In this blog, we examine the sixth element: Initiatives.
“Initiative is to success what a lighted match is to a candle.” ~ ORLANDO ALOYSIUS BATTISTA
When organizations plan to accomplish things – anything, really – it often comes down to identifying broad goals, designing complementary strategies, then designing tactics to accomplish each strategy. If your donut business seeks to be the dominant donut seller in the U.S. (the objective), your strategy may be to establish retail dominance in 10 high-growth markets. Your tactics to accomplish that strategy could then be opening X-number of stores in five of the 10 markets in year-one, followed by X-number in year-two. An associated tactic (again, to accomplish that strategy) might be to develop and deploy targeted advertising through selected media channels (e.g., print, broadcast or direct mail advertising, social media) based on a defined advertising budget.
Those tactics – also called initiatives – are the things you do to create your products and services and drive your mission. They are granular, they are specific, they are measurable and they involve specific roles and responsibilities from your team that demand accountability.
The critical challenges when developing your list of initiatives are:
- Over-commitment: Many organizations start hard and fast without properly assessing how much the organization can take on.
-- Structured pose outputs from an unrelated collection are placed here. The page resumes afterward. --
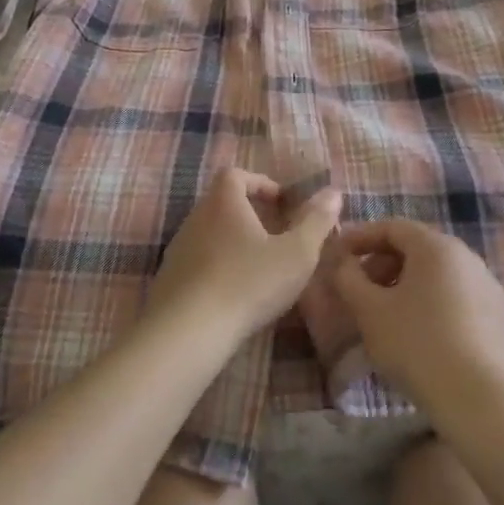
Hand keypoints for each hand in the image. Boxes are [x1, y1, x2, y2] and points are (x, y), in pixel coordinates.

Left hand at [147, 169, 340, 351]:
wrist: (189, 329)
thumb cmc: (248, 282)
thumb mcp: (296, 253)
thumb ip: (316, 221)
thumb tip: (333, 192)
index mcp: (223, 202)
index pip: (236, 175)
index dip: (260, 182)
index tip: (281, 202)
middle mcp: (196, 217)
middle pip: (222, 202)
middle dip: (250, 213)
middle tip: (276, 235)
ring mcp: (178, 247)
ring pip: (210, 232)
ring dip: (233, 241)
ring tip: (259, 265)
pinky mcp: (170, 277)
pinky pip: (198, 260)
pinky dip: (218, 266)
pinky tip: (235, 292)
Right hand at [332, 220, 503, 425]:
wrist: (483, 402)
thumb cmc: (418, 345)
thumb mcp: (369, 311)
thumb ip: (349, 278)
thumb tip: (344, 263)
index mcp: (436, 246)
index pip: (392, 227)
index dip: (360, 237)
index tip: (337, 255)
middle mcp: (468, 257)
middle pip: (416, 249)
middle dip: (381, 264)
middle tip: (358, 289)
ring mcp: (488, 288)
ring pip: (437, 275)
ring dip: (405, 286)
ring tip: (384, 315)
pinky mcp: (500, 319)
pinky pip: (456, 298)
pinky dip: (430, 304)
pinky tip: (418, 335)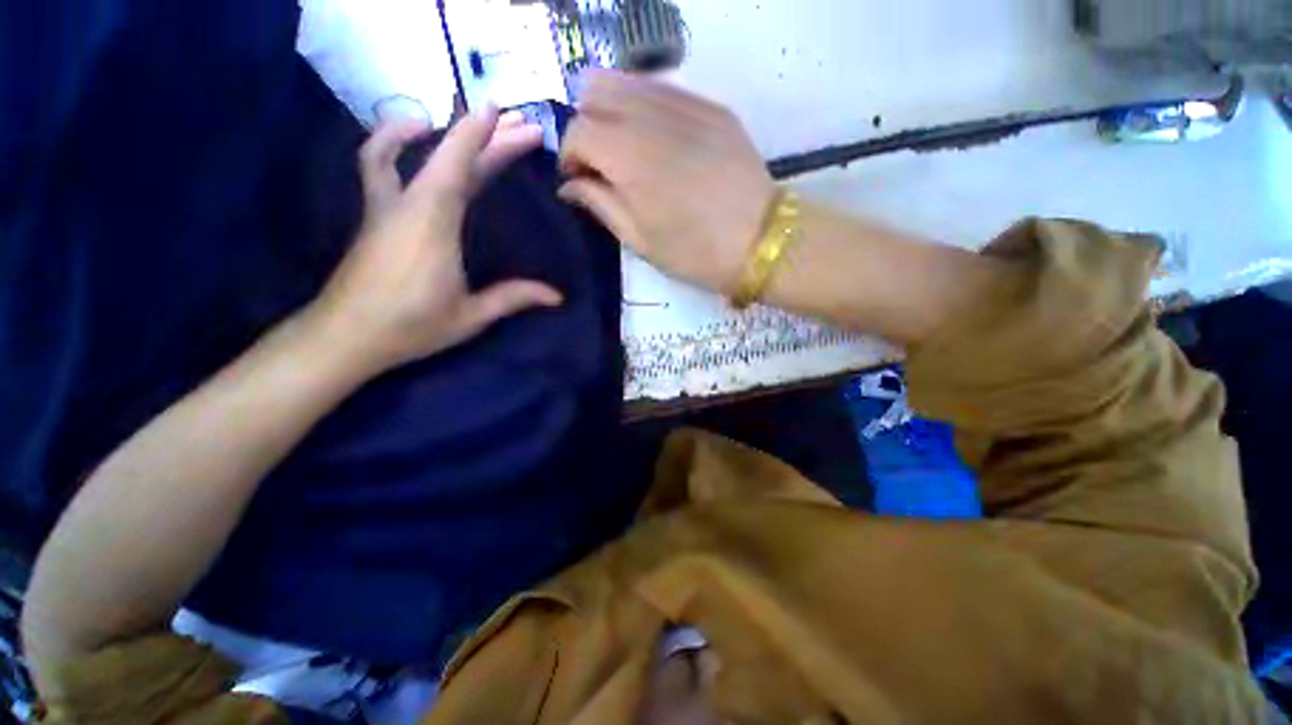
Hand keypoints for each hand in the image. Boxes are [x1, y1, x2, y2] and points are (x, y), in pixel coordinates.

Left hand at [306, 107, 560, 374]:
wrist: (346, 335)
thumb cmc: (411, 326)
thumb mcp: (470, 316)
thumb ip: (512, 298)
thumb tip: (556, 296)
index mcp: (433, 226)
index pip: (456, 167)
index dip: (476, 135)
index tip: (498, 110)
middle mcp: (407, 206)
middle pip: (446, 160)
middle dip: (485, 139)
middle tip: (521, 128)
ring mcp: (385, 207)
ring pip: (404, 152)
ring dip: (434, 131)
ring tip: (458, 121)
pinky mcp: (376, 215)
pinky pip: (380, 164)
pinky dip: (392, 142)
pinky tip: (410, 141)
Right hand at [559, 70, 776, 293]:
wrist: (760, 240)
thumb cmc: (693, 251)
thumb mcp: (638, 239)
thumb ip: (599, 204)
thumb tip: (571, 185)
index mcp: (629, 156)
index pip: (578, 129)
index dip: (569, 155)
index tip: (578, 180)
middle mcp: (652, 116)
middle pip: (597, 91)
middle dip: (588, 125)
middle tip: (600, 161)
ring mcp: (686, 104)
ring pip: (630, 82)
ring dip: (615, 110)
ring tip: (626, 148)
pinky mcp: (712, 107)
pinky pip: (665, 90)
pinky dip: (648, 108)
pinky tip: (658, 139)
We suggest beginning with 3-7 initiatives at the outset. Smaller organizations that are starting this process for the first time should focus on just one or two new initiatives.
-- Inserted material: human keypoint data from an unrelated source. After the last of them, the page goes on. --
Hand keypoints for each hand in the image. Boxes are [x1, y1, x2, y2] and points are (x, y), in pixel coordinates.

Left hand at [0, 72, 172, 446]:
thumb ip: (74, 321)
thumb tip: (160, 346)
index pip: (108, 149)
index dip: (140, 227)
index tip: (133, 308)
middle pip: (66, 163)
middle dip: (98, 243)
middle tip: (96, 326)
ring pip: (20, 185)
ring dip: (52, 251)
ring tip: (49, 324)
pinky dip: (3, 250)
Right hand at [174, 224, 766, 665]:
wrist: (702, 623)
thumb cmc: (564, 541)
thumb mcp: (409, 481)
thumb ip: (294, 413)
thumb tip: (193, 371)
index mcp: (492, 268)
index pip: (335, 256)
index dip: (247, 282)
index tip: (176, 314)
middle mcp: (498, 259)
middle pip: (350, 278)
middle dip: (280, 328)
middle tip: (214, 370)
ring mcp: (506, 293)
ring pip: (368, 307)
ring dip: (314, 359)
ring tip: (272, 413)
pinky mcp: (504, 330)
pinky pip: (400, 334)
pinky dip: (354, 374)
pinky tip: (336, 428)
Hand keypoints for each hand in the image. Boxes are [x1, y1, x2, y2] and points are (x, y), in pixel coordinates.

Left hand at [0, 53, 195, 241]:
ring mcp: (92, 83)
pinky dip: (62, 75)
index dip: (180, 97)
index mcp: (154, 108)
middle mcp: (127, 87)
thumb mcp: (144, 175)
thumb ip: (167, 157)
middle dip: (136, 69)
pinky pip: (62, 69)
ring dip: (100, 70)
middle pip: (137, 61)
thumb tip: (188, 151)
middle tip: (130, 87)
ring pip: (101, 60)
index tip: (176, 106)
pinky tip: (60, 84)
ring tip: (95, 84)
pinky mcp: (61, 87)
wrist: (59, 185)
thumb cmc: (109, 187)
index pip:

- Staff burnout: Initiatives typically place additional demands on top of regular day-to-day staff work. This, in turn, transitions your staff from an eight-hour day to eight hours—plus additional hours necessary to work the initiative. Most employees can only sustain such a pace for a limited time.
- Baselining: Failure to establish a clear baseline (i.e., signpost) of where you are at before you begin the initiative prevents you from understanding progress, or when you’ve really veered off course. Tracking the performance of the initiative as a signpost greatly increases your chance of success and helps to address barriers before they become insurmountable.
- Project management support: Without a trained project manager, the probability of success decreases significantly. Trained project managers are experts at identifying and addressing issues, tracking budgets and costs, and holding teams accountable.
- Budgeting: Understanding what costs may be incurred and allocating sufficient resources to cover those costs is critical to eliminating “sticker shock” as a project progresses.
- Communications and change management: It is vital that stakeholders who aren’t directly involved in the initiative, but who may be affected by it, are kept apprised on issues and progress. Usually, a project manager or communications manager can help manage this.
Initiatives may be focused on meeting external challenges like customer demand for those products and services. But they also focus on internal goals and strategies like professional development, strategic planning, CRM integration, market research, capital projects and more. These are all initiatives that can help you meet the broad goal of evolving your business, and driving growth and profitability.